Activity:
Every line of the records must be repeated exactly; pictures stay out.

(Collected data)
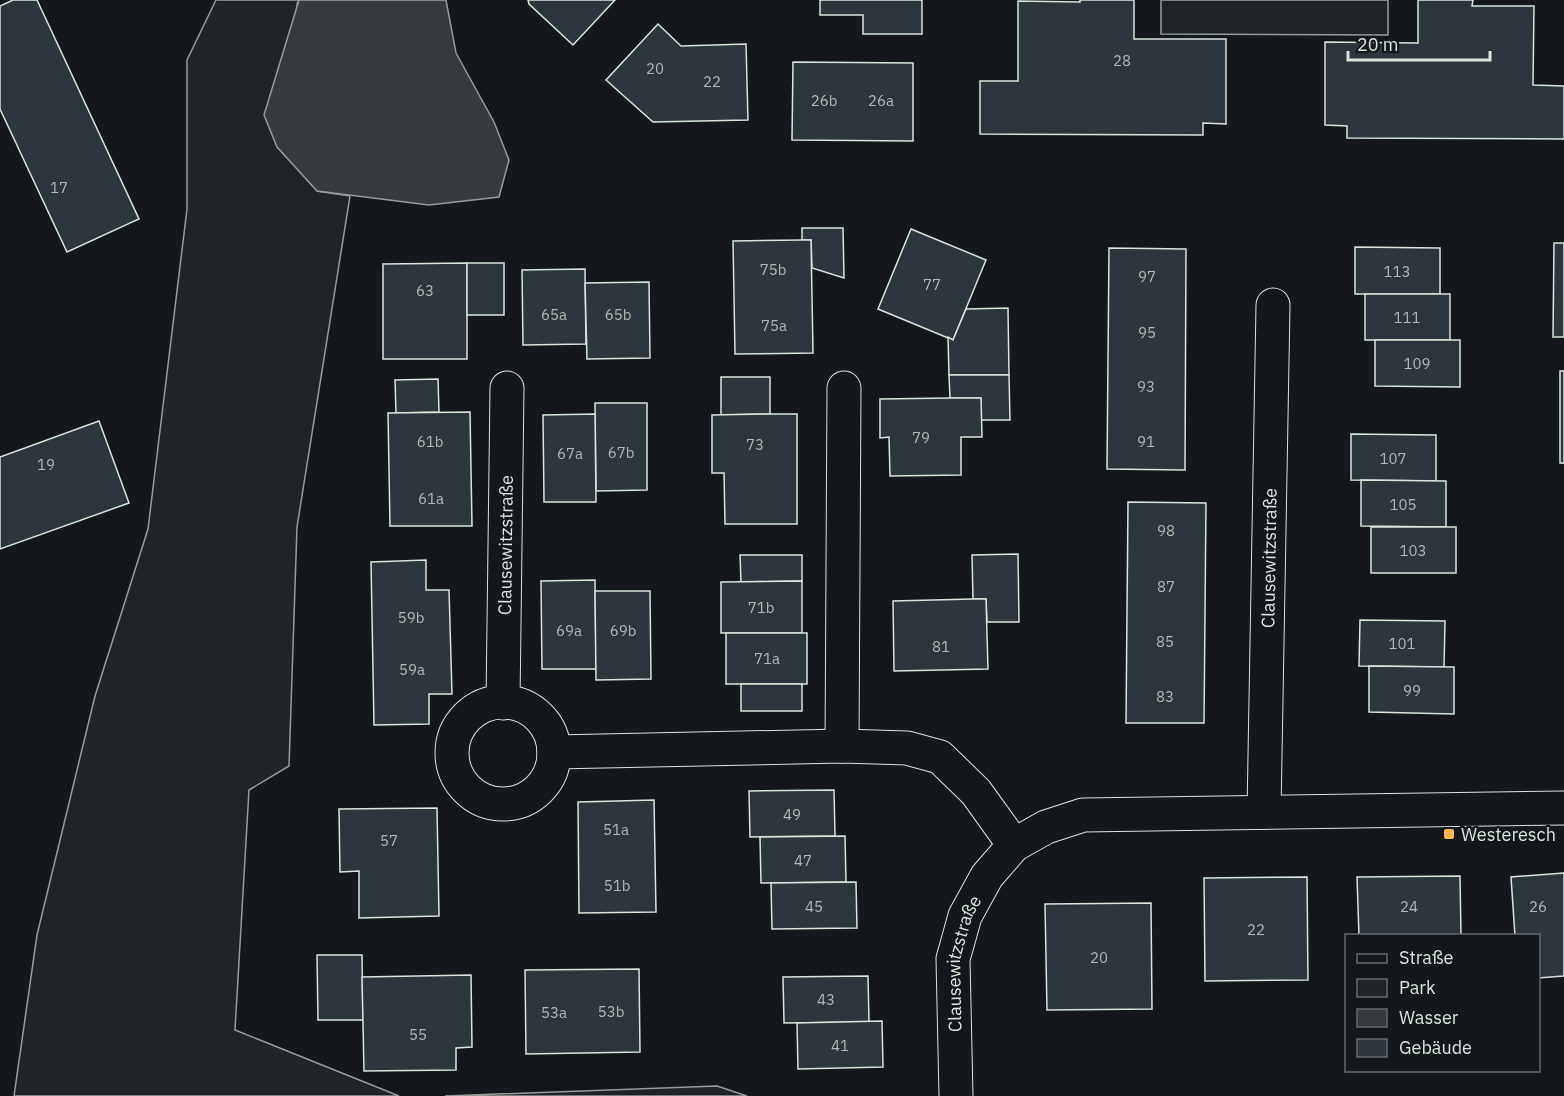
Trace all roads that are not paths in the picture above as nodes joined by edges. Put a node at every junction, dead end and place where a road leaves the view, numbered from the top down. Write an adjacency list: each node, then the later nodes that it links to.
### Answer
1 (1273, 305): 8 (street, Clausewitzstraße)
2 (507, 388): 4 (street, Clausewitzstraße)
3 (844, 388): 5 (street)
4 (503, 703): 6 (street); 6 (street)
5 (842, 746): 6 (street); 9 (street)
6 (554, 752)
7 (1564, 808): 8 (street, Clausewitzstraße)
8 (1264, 812): 9 (street, Clausewitzstraße)
9 (1014, 845): 10 (street, Clausewitzstraße)
10 (956, 1096)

Answer for this exercise:
Trace all roads that are not paths in the picture above as nodes joined by edges. Put a node at every junction, dead end and place where a road leaves the view, numbered from the top down. Write an adjacency list: each node, then the later nodes that it links to.
### Answer
1 (1273, 305): 8 (street, Clausewitzstraße)
2 (507, 388): 4 (street, Clausewitzstraße)
3 (844, 388): 5 (street)
4 (503, 703): 6 (street); 6 (street)
5 (842, 746): 6 (street); 9 (street)
6 (554, 752)
7 (1564, 808): 8 (street, Clausewitzstraße)
8 (1264, 812): 9 (street, Clausewitzstraße)
9 (1014, 845): 10 (street, Clausewitzstraße)
10 (956, 1096)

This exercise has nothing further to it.